Tutti ci dicevano: “Questa è la parte meglio tenuta di Sicilia”.


È vero, c’è qualcosa di speciale qui. Arrivando a Ragusa notiamo una cura per lo spazio pubblico che ancora non avevamo visto. Il suo centro, Ibla, è un vero gioiello, con le chiese sfarzose e i giardini decorati, tutto racchiuso tra valli incise nella roccia calcarea, a loro volta armoniose e poco costruite.


Ci siamo resi conto che non basta avere un patrimonio culturale, bisogna anche saperlo curare. E quali sono gli ingredienti segreti della cura riscontrata in questa zona di Sicilia? Probabilmente molti, ma qui ne abbiamo identificati due. Due grandi eventi in cui, anche questa volta, c’è lo zampino della geologia.


Prima il terremoto del 1693 che ha portato tanta distruzione da spronare la classe dirigente a ricostruire le città al meglio. Nel 2002, Ragusa e altre sette città sono state insignite del titolo “patrimonio mondiale dell’UNESCO” in quanto città tardo barocche del Val di Noto, esemplari unici d’arte architettonica.


Poi lo sfruttamento dei giacimenti di petrolio. Dagli anni ’50 in poi il comune di Ragusa ha ricevuto milioni di euro l’anno di royalties, i compensi versati delle aziende petrolifere alla regione e ai comuni interessati. Questo ha permesso di investire sulla manutenzione pubblica. A Ragusa il risultato è più evidente che a Gela, l’altro comune siciliano dove fino a poco fa si estraeva l’oro nero.

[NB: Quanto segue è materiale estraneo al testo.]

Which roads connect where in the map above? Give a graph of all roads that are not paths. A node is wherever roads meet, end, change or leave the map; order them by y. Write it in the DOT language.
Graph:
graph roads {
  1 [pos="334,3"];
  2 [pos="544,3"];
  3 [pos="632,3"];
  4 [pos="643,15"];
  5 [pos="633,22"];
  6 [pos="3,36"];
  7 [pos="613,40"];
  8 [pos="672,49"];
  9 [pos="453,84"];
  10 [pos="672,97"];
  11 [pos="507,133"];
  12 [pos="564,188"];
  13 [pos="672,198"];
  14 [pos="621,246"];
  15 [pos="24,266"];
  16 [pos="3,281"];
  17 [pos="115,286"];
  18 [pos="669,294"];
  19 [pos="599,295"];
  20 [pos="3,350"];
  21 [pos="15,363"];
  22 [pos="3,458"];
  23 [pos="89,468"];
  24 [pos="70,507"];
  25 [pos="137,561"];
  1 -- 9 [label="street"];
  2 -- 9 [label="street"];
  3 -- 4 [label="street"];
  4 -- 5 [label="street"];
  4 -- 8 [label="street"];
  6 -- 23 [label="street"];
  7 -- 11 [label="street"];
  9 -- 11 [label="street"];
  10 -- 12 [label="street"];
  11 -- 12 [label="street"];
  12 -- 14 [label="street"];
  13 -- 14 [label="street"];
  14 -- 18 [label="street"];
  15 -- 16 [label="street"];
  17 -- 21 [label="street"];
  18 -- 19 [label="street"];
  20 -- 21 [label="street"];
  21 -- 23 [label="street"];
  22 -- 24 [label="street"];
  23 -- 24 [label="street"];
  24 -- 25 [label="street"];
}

I dati degli ultimi anni, tuttavia, riflettono un calo di produttività a livello regionale. Ora i prezzi del petrolio sono alle stelle, ma questi giacimenti stanno per esaurirsi. Antonio Martini, il dirigente generale del dipartimento Energia della Regione, ha fatto sapere che i pozzi petroliferi saranno presto abbandonati.


E come sarà Ragusa quando non ci saranno più le royalties? Siamo pronti a passare alle energie rinnovabili? Con queste domande in testa, ci avviamo verso Modica.